Through my adolescence, on most summer days I’d leave the house sans sunscreen or hat. I was actually hoping to catch some rays in passing to give me that even tan - to make me look “healthy.”  My skin tone easily tanned but rarely burned, so I wasn’t terribly concerned about sun exposure. Because I was not very fair, I assumed that my skin was not at risk of damage from the sun. Wrong!

My sun protection routine today

Leaving the house today, I’m a very different sight. A strict and holistic approach to sun protection is part of my daily routine, 365 days a year. My strategy has two key parts: appropriate sun-shielding clothing and mineral-based sunscreen. Perhaps unsurprisingly, I also use The Base Layer to help my skin resist the free radical damage that does slip through.

So how did I go from being a mild sun worshipper to an adamant advocate for holistic, year-round sun protection? It wasn’t a slow transition, it was a rapid one, caused by a single photograph.

Dermatology has always interested me because it focuses on treating diseases that are visible to others, in a way that internal diseases often are not. I saw the effect that skin diseases can have on a person’s mental well-being, self-esteem and their interactions in society; life-long issues in addition to physical health

So, even before starting medical school, I cold-called dozens of dermatologists in the Boston area to see if someone may have an opportunity for me to learn more about the field.

Who was the one-in-a-hundred that returned by cold-call? None other than Dr. Alexa Kimball, the vice chair of dermatology at Harvard Medical School! It was an incredible opportunity - she invited me to work in her clinical trials research unit.

An example of UV-sensitive photography from Wikipedia. Darker skin indicates areas protected from sun.

An example of UV-sensitive photography from Wikipedia.

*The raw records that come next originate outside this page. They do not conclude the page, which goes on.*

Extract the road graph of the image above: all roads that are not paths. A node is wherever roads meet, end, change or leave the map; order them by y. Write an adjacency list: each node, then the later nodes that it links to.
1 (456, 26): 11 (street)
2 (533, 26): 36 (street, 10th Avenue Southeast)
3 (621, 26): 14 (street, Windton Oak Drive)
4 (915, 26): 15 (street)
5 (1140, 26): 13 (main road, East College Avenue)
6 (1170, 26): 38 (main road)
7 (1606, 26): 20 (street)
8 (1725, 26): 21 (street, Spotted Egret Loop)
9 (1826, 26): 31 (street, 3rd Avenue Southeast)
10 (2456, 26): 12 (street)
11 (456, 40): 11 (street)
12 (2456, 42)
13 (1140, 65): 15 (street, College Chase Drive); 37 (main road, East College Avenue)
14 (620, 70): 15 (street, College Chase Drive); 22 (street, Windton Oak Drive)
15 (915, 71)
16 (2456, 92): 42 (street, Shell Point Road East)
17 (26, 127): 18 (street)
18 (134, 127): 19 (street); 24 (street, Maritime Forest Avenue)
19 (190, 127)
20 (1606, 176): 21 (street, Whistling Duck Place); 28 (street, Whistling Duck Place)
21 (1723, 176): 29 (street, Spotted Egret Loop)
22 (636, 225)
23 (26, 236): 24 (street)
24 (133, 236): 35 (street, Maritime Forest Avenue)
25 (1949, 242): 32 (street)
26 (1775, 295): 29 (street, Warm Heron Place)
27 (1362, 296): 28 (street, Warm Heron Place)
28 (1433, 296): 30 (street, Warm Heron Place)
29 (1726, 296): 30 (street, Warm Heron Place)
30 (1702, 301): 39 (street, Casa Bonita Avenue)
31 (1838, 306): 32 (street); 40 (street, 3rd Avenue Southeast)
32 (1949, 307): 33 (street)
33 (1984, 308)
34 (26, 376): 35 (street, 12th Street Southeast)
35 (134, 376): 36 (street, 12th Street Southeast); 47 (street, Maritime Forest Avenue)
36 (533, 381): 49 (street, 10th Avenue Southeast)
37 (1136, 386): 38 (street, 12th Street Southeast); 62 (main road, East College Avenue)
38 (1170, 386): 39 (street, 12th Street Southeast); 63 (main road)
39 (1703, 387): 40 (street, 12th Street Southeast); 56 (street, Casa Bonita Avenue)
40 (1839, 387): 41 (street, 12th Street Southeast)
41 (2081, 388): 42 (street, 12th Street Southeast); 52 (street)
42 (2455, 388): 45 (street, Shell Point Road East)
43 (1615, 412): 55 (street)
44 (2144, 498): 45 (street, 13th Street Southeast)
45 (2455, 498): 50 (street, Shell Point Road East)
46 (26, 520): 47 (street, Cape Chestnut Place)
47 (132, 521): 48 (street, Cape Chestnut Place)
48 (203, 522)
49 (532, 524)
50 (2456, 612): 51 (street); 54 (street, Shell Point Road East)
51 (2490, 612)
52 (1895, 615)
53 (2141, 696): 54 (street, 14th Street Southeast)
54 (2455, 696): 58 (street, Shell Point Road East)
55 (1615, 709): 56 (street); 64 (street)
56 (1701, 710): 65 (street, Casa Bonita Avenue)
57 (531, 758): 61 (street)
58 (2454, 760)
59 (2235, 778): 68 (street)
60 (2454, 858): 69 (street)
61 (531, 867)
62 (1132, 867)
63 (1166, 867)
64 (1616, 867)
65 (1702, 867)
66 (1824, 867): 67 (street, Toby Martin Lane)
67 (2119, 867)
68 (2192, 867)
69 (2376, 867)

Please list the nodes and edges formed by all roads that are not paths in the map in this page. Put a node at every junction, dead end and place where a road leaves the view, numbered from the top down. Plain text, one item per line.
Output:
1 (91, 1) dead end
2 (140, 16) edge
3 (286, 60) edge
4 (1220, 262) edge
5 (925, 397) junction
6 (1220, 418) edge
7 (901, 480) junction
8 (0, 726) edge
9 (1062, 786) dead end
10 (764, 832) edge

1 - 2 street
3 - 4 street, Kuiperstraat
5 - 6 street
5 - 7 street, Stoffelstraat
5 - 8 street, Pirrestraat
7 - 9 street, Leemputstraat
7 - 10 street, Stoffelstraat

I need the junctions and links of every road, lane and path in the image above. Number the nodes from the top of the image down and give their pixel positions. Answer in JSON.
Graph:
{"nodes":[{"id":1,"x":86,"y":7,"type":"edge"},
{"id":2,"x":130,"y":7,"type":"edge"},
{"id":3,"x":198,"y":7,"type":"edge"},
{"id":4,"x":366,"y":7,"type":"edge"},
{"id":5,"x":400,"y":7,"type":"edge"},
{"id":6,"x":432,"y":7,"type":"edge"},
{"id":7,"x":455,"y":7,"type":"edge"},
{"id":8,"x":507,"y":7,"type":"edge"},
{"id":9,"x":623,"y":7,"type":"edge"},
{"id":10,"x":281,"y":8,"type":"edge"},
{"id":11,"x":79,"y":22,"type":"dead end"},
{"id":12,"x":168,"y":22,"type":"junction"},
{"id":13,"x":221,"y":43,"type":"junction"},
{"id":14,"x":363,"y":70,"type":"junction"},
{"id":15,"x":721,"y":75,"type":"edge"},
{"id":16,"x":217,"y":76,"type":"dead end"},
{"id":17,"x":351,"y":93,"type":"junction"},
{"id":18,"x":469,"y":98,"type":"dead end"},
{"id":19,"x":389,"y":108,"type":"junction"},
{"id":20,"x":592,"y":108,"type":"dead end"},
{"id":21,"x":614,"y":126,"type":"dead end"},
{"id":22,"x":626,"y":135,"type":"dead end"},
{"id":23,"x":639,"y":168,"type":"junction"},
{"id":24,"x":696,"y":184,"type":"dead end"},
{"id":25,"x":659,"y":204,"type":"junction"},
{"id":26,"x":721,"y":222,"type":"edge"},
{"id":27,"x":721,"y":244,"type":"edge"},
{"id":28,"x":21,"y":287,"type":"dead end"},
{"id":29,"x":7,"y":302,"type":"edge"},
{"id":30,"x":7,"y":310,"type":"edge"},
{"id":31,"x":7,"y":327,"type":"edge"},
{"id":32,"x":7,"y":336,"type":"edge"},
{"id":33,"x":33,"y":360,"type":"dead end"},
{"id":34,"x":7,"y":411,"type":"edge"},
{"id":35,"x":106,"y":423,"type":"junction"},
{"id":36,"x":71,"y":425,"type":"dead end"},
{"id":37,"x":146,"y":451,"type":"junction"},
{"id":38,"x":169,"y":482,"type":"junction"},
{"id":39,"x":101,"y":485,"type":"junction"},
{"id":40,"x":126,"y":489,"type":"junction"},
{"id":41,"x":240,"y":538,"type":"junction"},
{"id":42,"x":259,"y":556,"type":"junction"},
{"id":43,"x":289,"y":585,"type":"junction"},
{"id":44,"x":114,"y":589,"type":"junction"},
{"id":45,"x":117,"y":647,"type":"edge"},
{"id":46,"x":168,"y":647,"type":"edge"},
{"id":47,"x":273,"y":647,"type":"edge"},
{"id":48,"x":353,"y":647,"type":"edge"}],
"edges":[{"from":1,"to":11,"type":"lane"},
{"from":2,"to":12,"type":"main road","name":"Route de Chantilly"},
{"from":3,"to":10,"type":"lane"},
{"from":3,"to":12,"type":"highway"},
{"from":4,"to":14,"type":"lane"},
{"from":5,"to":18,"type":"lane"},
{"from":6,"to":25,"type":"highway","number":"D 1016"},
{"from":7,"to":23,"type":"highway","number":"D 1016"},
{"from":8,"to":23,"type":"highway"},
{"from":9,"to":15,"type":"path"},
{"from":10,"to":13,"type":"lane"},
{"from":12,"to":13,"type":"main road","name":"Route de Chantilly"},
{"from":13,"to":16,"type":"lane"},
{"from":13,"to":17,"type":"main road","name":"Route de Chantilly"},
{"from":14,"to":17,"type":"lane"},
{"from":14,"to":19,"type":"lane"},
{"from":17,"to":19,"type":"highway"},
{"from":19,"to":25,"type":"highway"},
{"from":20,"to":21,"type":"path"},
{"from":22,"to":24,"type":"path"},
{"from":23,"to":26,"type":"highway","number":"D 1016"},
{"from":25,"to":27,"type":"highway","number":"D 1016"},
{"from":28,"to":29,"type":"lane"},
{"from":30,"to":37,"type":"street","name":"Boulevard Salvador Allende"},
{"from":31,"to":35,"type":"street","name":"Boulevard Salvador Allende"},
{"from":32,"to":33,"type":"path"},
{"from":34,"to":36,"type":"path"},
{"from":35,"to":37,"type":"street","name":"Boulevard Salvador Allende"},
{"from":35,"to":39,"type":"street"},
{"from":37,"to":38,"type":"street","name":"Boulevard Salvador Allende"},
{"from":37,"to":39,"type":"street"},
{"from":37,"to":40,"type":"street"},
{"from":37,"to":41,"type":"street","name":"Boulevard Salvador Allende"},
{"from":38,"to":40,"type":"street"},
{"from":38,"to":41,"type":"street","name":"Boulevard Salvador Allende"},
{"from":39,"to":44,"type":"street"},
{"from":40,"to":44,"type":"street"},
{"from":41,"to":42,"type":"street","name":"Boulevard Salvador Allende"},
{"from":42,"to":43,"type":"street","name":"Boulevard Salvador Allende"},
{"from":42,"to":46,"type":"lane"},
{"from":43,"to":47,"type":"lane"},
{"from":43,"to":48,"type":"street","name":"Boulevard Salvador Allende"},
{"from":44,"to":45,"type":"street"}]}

Darker skin indicates areas protected from sun.

The Photograph that Changed Everything

One of the clinical studies I was working on involved taking what are called “UV photographs” of the skin. This special type of photograph enables us to see sun damage that we can’t see with our eyes. One morning my coworker needed a volunteer for test pictures to ensure that the device was working correctly. I volunteered, assuming that my 21-year old skin would come back a picture of perfection - I was young, I wasn’t a skin type that burned, and above all, there were no signs of damage that I could see.

Boy was I wrong.

The image showed that beneath my skin’s surface, my face was already littered with spots of UV damage! I freaked out - was I doomed to premature skin aging and cancer?! This article shows that apparently, I’m not the only one with damage. My UV photo was not quite this severe but it motivated me to more deeply understand what was happening to my skin. Seeing that image made me realize I had a lot to learn about sun safety.

Thankfully, I had the privilege to be working in literally the top sun and skin research department in the world. I sat down with a dermatologist in our department and breathed a sigh of relief when I learned all was not lost.

At my age, she explained, most of the damage I saw was both typical and reversible. Most importantly, she instilled in me an understanding of how important rigorous sun protection would be going forward. That “healthy glow” I loved was no such thing! It was my skin desperately reacting to the damaging rays I was allowing - and sometimes even seeking to send - its way.

Sun protection is a 365-day activity 

That’s when I realized sun damage wasn’t just about burning and peeling from hours at the beach - it was happening every day I left the house without a plan for staying protected. It was happening as I walked my dog on a summer day without hat or sunscreen. It was happening as I squinted against the snow on a January morning. It was all around me, every day.

I now know adequate sun protection isn’t about slathering on a layer of who-knows-what-kind of sunscreen on the way to the beach. It’s a set of intentional sun-protection strategies that help me stay active and enjoy the sun safely for the long haul.